(Items from a dataset)
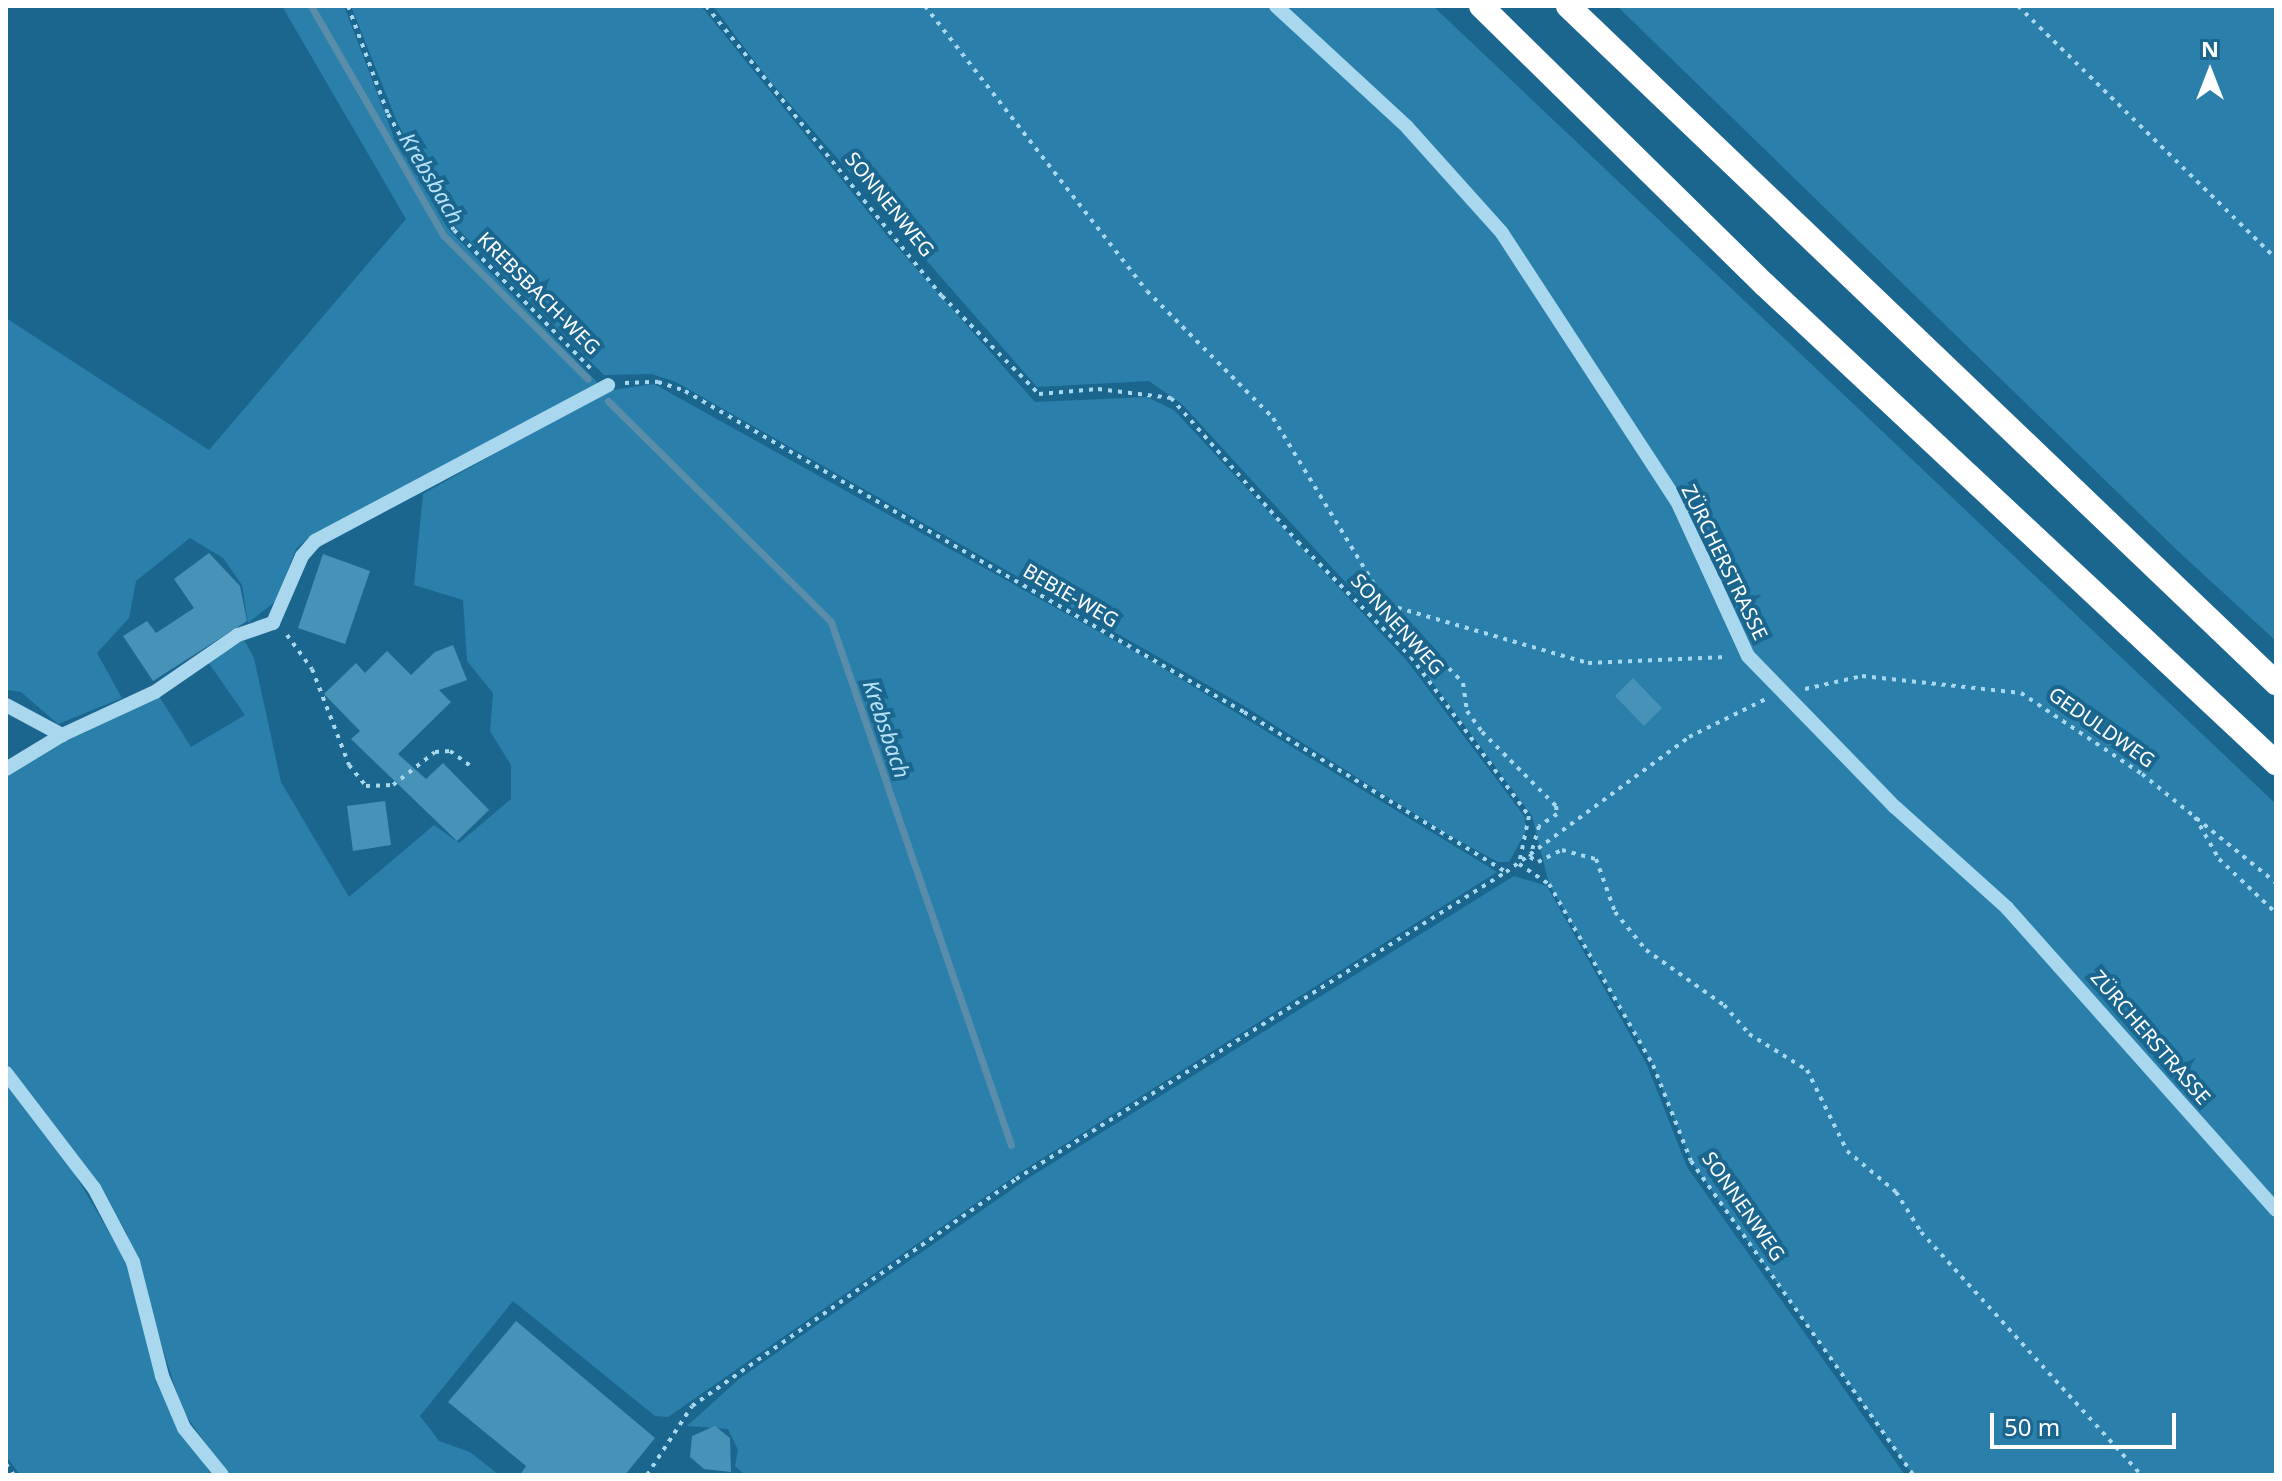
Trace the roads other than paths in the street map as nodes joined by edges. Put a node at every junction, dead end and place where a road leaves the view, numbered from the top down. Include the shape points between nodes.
1 (1276, 6) edge
2 (1481, 6) edge
3 (1568, 6) edge
4 (608, 385) road end
5 (2276, 683) edge
6 (6, 705) edge
7 (62, 735) junction
8 (2276, 763) edge
9 (6, 769) edge
10 (6, 1073) edge
11 (2276, 1210) edge
12 (222, 1475) edge

1 - 11 street, ZÜRCHERSTRASSE via 1407,127 1502,233 1677,501 1748,656 2018,919
2 - 8 highway via 1765,285
3 - 5 highway
4 - 7 street via 315,541 302,556 273,623 238,635 155,692
6 - 7 street
7 - 9 street
10 - 12 street via 94,1188 133,1262 162,1376 184,1428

WHAT IS REQUIRED | What you print must match the entries exactly, except that no pictures appear.

ANSWER TO THE EXERCISE |
Trace the roads other than paths in the street map as nodes joined by edges. Put a node at every junction, dead end and place where a road leaves the view, numbered from the top down. Include the shape points between nodes.
1 (1276, 6) edge
2 (1481, 6) edge
3 (1568, 6) edge
4 (608, 385) road end
5 (2276, 683) edge
6 (6, 705) edge
7 (62, 735) junction
8 (2276, 763) edge
9 (6, 769) edge
10 (6, 1073) edge
11 (2276, 1210) edge
12 (222, 1475) edge

1 - 11 street, ZÜRCHERSTRASSE via 1407,127 1502,233 1677,501 1748,656 2018,919
2 - 8 highway via 1765,285
3 - 5 highway
4 - 7 street via 315,541 302,556 273,623 238,635 155,692
6 - 7 street
7 - 9 street
10 - 12 street via 94,1188 133,1262 162,1376 184,1428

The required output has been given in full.